So there I was, with no money, living in a dump and unable to move. And then the council got in touch and told Stephan and me that we weren’t legal tenants. I explained that we had been paying the rent and using the rent book. I was called in for a meeting where I met a man sitting in an office no bigger than a phone box. He had the sort of moustache that was so groomed and pampered that one assumed he preferred it to his penis. I stared at it as he explained that there was no record of our rent and he didn’t know where it w
as going. When I asked him if we should stop paying rent, he paused and said, ‘Well, I would,’ and licked his moustache.
I walked back to Grange Court, went up to what was now my free home on the eighteenth floor and wondered what I should do. I had no job, but I had no rent to pay. I realised that I could live on very little indeed and somehow use my time to pursue other ambitions. I knew I had to broaden my horizons as far as my career was concerned, and not rely on the few acting roles thrown my way. I decided that I would write something for me to perform. It was as simple and spontaneous as that.
In many ways, the moment we stopped paying rent was a turning point for me. I suddenly had the luxury of having the time and the means to develop my own projects. I still had to make some money to survive, of course, so I did various bits and pieces. A friend of mine called Gill Sheppard had an interior design PR company, and every few weeks I would go in to her office for a day, or sometimes just a couple of hours, to stuff envelopes and answer the phone to journalists who wanted photographs of taps or sofas. In the evening I broke my rule of never working in another restaurant ever again. But at least the place I ended up in was a bit different. It was a pub on the Farringdon Road called the Eagle. Mike Belben and David Eyre had left Melange and without knowing it had started the first ever gastropub.
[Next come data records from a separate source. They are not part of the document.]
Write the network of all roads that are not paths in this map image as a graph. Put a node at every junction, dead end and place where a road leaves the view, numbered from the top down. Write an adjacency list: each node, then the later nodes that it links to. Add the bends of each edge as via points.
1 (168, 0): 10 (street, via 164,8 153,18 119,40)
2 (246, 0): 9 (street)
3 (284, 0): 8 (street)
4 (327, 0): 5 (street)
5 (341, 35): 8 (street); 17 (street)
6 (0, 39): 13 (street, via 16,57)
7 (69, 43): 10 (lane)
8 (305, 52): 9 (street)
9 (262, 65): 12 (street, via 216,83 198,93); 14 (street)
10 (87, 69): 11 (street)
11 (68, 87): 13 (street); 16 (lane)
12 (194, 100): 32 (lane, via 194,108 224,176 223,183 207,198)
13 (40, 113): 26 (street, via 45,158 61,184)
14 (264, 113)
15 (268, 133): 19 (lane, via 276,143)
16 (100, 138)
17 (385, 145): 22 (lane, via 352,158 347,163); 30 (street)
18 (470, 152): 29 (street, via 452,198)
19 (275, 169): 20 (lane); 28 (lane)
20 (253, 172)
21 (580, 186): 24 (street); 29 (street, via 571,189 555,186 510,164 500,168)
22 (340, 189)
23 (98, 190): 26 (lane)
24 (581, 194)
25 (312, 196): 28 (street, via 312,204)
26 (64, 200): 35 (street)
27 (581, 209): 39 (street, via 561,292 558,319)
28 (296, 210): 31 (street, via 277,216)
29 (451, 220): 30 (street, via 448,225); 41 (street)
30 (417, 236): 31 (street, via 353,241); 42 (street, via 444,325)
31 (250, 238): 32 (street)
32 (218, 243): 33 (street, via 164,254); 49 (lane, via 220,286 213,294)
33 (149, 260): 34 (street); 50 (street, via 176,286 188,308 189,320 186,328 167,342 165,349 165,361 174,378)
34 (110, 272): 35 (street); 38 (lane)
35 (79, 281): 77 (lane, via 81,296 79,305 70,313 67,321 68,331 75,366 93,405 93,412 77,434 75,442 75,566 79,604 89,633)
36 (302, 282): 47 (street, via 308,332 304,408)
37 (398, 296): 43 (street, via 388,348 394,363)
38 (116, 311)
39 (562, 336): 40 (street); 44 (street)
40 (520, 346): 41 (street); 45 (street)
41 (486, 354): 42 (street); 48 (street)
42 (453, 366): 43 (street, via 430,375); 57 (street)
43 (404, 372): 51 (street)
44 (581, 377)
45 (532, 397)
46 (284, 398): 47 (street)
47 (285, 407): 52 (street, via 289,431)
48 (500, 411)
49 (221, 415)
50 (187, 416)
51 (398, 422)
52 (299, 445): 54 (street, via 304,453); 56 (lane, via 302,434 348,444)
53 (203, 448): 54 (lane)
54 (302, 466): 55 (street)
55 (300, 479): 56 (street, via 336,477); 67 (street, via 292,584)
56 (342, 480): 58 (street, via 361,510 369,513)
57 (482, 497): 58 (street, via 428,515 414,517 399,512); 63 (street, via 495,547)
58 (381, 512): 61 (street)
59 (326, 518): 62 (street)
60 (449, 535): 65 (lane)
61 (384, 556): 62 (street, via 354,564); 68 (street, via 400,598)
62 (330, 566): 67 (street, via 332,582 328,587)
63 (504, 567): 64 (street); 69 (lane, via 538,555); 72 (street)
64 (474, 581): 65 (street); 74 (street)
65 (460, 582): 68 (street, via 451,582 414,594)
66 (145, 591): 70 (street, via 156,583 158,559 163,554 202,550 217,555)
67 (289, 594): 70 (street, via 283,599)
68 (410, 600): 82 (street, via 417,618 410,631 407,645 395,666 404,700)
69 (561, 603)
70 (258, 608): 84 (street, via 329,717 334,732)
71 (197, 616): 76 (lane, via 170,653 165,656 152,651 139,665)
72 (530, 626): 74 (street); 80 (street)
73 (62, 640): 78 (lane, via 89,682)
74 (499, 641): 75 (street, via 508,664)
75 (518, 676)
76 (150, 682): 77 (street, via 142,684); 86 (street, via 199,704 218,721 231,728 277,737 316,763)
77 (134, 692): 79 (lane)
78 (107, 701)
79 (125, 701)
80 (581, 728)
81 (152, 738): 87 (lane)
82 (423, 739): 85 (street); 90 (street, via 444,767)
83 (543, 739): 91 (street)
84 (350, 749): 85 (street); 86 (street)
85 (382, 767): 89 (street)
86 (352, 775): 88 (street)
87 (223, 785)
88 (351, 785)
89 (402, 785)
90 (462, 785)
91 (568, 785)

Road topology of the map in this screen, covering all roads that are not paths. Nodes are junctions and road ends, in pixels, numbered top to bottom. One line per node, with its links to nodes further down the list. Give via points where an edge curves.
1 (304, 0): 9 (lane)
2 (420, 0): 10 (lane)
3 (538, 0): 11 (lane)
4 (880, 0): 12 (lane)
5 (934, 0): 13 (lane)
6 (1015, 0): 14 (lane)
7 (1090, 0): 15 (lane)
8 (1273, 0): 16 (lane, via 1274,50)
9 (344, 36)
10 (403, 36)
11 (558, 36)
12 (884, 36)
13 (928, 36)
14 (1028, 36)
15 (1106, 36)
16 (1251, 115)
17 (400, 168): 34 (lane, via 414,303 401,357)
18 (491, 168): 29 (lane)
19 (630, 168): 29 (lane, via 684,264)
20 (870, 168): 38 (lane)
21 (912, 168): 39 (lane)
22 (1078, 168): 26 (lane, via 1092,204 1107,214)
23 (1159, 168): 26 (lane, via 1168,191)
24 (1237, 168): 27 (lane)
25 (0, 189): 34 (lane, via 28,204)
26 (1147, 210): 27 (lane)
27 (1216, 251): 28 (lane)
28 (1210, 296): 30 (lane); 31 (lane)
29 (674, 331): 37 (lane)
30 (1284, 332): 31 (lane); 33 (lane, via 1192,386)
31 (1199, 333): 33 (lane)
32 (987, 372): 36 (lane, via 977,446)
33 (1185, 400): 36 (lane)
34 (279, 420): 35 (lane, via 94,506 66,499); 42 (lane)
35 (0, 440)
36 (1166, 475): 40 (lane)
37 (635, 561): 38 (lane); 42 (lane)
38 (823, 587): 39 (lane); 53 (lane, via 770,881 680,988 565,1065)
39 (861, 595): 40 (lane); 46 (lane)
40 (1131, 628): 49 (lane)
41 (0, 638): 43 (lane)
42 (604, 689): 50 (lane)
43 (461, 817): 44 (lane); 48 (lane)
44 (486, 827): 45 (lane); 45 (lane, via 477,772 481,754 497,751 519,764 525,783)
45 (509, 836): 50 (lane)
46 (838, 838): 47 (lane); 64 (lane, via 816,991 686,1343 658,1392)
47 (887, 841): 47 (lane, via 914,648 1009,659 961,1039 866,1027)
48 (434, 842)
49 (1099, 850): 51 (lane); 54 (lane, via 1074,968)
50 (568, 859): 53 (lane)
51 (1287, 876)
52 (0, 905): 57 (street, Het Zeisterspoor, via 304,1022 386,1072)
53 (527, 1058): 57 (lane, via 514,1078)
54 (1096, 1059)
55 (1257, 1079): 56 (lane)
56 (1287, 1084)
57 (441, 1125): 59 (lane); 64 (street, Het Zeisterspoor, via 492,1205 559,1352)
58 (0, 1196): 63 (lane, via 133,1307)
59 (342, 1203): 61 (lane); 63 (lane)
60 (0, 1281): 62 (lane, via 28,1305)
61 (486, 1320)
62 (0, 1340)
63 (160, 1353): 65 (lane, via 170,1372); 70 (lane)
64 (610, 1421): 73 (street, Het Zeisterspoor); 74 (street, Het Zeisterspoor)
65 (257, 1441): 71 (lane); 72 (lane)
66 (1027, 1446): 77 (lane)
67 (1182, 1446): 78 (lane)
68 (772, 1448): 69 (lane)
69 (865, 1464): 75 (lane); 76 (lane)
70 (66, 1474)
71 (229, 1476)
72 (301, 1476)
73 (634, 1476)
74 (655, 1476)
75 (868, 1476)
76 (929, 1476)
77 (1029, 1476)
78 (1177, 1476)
The idea seems so obvious now – a bare bones pub with an open-plan kitchen to one side serving restaurant-quality food at cheap prices and with no fuss – but back then it was radical, and a huge, howling success.
Mike had always backed me in my ambition to be an actor, working my rota around rehearsals or auditions, and now he came up trumps again. He was fine about not giving me a regular job, just the odd shift when I wanted the money or he needed the help. The Eagle was an incredibly liberating experience. I was doing more or less the same job as I had been doing at Melange, but this time I wasn’t relying on or even expecting tips. I saw one huge, glowing advantage to this system – I could be as rude as I liked. While he didn’t exactly encourage this behaviour, Mike had worked in catering long enough to have learnt that the customer was not only usually wrong but also annoying.